Data records
Segment Open

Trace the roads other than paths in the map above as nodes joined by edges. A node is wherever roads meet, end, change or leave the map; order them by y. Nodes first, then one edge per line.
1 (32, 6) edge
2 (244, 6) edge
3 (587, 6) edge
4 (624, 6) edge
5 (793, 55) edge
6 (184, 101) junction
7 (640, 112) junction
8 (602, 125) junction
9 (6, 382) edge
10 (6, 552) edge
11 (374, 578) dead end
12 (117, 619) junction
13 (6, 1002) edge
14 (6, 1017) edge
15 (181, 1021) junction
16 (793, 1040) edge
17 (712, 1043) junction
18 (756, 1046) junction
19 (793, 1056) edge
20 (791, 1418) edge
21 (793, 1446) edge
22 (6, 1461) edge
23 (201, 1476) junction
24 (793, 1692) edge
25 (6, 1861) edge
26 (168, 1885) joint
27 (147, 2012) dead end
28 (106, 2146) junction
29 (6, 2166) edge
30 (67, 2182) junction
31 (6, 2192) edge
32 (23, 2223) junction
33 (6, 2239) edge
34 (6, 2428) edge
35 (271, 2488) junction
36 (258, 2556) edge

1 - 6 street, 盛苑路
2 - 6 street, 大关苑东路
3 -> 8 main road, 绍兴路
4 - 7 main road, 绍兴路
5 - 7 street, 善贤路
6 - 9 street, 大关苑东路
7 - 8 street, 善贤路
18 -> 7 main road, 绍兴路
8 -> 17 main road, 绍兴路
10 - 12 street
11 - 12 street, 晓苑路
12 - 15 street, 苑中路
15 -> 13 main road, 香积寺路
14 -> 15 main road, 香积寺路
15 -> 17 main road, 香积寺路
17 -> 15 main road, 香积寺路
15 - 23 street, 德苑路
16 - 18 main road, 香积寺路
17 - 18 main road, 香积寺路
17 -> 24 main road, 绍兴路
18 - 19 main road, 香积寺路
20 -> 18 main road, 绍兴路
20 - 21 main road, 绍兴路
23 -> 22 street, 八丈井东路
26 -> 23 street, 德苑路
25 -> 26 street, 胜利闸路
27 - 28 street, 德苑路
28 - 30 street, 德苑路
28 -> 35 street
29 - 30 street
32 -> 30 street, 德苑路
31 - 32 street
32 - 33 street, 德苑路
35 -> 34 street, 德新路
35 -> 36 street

Segment Closed

All that is needed is the number of lines above in which the string "dead" appears.

WRITTEN RESPONSE:
2